— Новусы не такие, как ты. Они занудные. Они чересчур правильные.
— Ничего ты не знаешь, Клаус. Новусы всякие. Мы какие угодно. Каждый из нас имеет свой характер, свою индивидуальность, свою судьбу. Мы — люди, Клаус. Просто люди.
— Я триста лет живу среди новусов. Я отлично знаю этих вежливых чистюль.
— Ты не знаешь нас вовсе. Ты не слышишь нас. Большая часть того, что мы хотим сказать, не произносится вслух. Язык людей изменился — он стал совсем другим. Но ты не хочешь слышать этого. Ты залепил свои уши воском и предпочитаешь ходить полуглухим. Тебе нравится играть тупого обиженного мальчика. Сколько ты еще сможешь выдержать эту роль?
— Ну и что же мне делать, великий Беркут? — спросил Клаус. — Может, посоветуешь что-нибудь дельное?
— Найди свое место. Думаешь, у меня никаких проблем нет и не было? Как бы не так! Я метался по всей планете, ненавидел людей, психовал, уходил в запои, даже подумывал о самоубийстве. — Беркут тяжело вздохнул, покачал головой. — Всякое бывало… Много лет прошло, пока я не убедился: в этом мире может реализовать себя каждый, в том числе и закоренелый индивидуалист-одиночка. Если тебе неприятно жить в обществе новусов, уйди от них. Построй свою личную резиденцию, такую, как эта. — Захаров махнул рукой, показывая на свои владения. — Обратись за помощью к людям, тебе помогут со строительством. Я сам тебе помогу.
— Покажи мне свой дом, — сказал Клаус. — Покажи мне все. Я хочу посмотреть. Хочу подумать.
Клаус и Беркут стояли на горном склоне, над крутым обрывом. Оба они были одеты в теплые непродуваемые куртки. Голову Клауса украшал круглый шлем. Беркут заявил, что самому ему шлем не нужен — мол, если что, он всегда сумеет «переправиться». То, что Алексей называл планером, лежало рядом на скалистой площадке. На планер, каким его представлял себе Клаус, это никак не походило. Это не было похоже вообще ни на что, предназначенное для полета — непонятный длинный куль, обтянутый брезентом, с лямками для того, чтобы нести его на спине.
Здесь, почти на километровой высоте, дул постоянный ветер — не холодный, но сильный. Беркут послюнявил палец, определяя направление атмосферных потоков.
— Отлично, — сказал он. — Самое то. Отнесет нас в сторону моей избушки — меньше будет потом пешком топать. В одиночку я люблю полетать против ветра, но вдвоем с пассажиром — тяжело.
— А мы как будем, — поинтересовался Клаус, — сидеть или висеть?

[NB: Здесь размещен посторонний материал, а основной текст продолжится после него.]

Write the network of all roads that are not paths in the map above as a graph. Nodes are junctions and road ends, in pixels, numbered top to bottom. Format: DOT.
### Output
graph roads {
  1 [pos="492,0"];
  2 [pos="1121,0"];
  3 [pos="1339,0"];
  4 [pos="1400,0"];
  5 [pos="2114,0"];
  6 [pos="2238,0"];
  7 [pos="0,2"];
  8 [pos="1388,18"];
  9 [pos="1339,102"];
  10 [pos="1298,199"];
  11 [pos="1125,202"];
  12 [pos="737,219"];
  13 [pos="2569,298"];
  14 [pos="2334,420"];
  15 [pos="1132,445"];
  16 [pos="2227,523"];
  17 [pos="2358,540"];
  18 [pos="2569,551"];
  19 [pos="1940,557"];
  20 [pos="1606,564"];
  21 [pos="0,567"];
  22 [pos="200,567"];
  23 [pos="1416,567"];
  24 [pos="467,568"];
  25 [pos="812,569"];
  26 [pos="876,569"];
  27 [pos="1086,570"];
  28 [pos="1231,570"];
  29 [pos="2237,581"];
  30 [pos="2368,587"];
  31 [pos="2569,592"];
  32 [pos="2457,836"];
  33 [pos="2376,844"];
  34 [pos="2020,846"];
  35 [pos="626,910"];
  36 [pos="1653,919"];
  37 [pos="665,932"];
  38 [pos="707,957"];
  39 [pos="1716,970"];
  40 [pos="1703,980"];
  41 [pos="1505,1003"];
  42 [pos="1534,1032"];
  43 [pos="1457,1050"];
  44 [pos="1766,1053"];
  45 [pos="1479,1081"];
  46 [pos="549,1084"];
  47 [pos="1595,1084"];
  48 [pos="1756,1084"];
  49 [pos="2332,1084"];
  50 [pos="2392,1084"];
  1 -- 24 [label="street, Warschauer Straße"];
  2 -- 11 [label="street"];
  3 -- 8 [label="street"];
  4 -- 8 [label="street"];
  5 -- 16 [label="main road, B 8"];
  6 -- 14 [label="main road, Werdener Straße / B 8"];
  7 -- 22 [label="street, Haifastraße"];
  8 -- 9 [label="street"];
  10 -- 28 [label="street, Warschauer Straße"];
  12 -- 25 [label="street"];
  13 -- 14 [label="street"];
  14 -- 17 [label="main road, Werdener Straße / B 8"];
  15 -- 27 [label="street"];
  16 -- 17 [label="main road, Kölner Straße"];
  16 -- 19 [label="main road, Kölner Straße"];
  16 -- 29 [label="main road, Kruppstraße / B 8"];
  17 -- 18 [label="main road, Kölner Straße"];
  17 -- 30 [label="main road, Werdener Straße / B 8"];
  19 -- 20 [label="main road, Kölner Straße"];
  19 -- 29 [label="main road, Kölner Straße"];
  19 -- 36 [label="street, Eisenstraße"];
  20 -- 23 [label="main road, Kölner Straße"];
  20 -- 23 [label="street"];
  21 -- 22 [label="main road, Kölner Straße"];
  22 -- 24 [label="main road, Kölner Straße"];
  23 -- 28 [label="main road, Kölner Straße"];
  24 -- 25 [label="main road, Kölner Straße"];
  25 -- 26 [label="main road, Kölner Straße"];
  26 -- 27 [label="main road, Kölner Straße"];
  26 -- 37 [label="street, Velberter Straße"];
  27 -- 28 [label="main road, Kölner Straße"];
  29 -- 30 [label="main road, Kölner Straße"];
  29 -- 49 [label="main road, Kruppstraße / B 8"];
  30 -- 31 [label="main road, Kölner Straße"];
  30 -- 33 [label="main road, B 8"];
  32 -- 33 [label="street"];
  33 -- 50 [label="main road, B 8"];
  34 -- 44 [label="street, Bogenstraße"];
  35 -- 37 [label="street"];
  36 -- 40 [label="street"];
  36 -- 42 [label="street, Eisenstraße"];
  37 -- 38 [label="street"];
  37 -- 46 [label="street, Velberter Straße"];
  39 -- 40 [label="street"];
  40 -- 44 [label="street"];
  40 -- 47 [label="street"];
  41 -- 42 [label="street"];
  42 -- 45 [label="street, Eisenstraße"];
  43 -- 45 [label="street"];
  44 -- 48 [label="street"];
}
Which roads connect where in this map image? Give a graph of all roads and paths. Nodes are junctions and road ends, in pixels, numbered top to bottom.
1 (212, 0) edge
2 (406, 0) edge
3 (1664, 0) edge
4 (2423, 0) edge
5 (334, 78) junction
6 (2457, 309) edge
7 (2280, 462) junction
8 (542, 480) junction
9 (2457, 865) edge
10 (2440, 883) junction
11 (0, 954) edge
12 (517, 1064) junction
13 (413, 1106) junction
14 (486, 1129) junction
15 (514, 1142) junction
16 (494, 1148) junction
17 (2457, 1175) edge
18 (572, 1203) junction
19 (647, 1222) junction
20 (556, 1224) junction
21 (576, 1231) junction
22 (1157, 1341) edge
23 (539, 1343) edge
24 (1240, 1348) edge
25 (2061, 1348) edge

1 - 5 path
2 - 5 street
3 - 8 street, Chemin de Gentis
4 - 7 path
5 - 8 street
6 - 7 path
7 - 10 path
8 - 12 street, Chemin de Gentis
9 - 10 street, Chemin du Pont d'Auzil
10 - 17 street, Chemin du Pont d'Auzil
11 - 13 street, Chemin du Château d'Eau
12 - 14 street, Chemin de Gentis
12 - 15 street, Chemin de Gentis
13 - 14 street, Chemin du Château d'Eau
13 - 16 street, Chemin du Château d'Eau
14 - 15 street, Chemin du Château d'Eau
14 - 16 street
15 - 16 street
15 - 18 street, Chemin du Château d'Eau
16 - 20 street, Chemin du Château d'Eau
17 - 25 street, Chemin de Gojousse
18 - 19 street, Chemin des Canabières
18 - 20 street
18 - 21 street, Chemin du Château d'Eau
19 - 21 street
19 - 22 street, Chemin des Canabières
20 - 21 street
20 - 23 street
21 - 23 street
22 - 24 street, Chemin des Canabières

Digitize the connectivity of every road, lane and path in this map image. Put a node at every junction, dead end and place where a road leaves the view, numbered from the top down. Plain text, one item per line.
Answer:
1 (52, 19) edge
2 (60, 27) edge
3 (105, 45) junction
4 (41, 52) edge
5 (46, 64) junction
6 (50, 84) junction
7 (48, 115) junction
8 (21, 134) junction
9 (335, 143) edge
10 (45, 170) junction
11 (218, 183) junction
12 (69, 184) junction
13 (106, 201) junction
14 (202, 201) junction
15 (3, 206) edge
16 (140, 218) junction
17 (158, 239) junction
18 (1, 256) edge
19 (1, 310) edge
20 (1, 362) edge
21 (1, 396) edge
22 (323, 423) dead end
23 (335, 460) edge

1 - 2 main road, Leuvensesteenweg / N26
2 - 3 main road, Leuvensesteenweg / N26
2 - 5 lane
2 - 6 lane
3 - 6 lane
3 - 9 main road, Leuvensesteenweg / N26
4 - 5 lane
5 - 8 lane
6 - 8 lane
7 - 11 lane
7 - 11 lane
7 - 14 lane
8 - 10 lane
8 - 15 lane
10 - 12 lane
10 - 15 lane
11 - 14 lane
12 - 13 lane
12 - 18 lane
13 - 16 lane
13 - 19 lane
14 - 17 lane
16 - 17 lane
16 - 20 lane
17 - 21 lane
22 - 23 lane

— Мы будем летать. — С этими словами Беркут поставил на попа свой куль и располовинил его застежкой-молнией сверху донизу. — Ты высоты не боишься?
— Не боюсь, — сказал Клаус, озадаченно наблюдая за конструкцией, со щелчками расправляющейся в руках Алексея. — Когда-то я даже летал на параплане — давно, когда люди еще не вымерли. Параплан — это такой парашют…
— Знаю я, что такое параплан, — ворчливо заявил Беркут. — Парапланы, дельтапланы — это не то, это, как костыли для ходьбы. Если хочешь научиться ходить по-настоящему, выбрасывай костыли и начинай ковылять на собственных ногах. А если уж решил летать, то что тебе нужно?
— Крылья! — выдохнул Клаус потрясенно, не веря своим глазам.
— Вот именно, — Беркут удовлетворенно, даже с любовью поглаживал черные кожистые перепонки, натянутые между многометровыми титановыми спицами. — Почему-то прочие называют это планером — наверное, не могут поверить в то, что кто-то из людей научился не просто планировать, а именно летать. А по мне — крылья, они и есть крылья.
— А почему они, как у летучей мыши, а не как у птицы?
— Это летние, для сухой погоды. На них летать попроще, но только медленно, и дождя они не переносят. А так-то у меня и птичьи есть — не с перьями, конечно, но со специальным покрытием. Есть орлиные, есть альбатросы для долгого аэропланирования, есть быстрые, голубиные. Здорово, правда? Птицы могут только позавидовать мне — у них крылья одни на всю жизнь, а у меня сменные, полный ассортимент: какие хочу, такие надеваю.
— А вот колибри умеют зависать в воздухе, а также летать задом наперед, — заявил Клаус. — Ты такие крылышки еще для себя не сделал?
— Такие не будут функционировать, — уверенно заявил Алексей. — У них восьмеркообразная траектория движения крыла, и частота взмахов — от восьми до восьмидесяти в секунду. Не получится из меня колибри, да и ни к чему это.
— И как же ты летаешь?
— А очень просто — сейчас увидишь. Знай себе культяпками машу, хвостом подруливаю, клювом пощелкиваю да каркаю, как ворона…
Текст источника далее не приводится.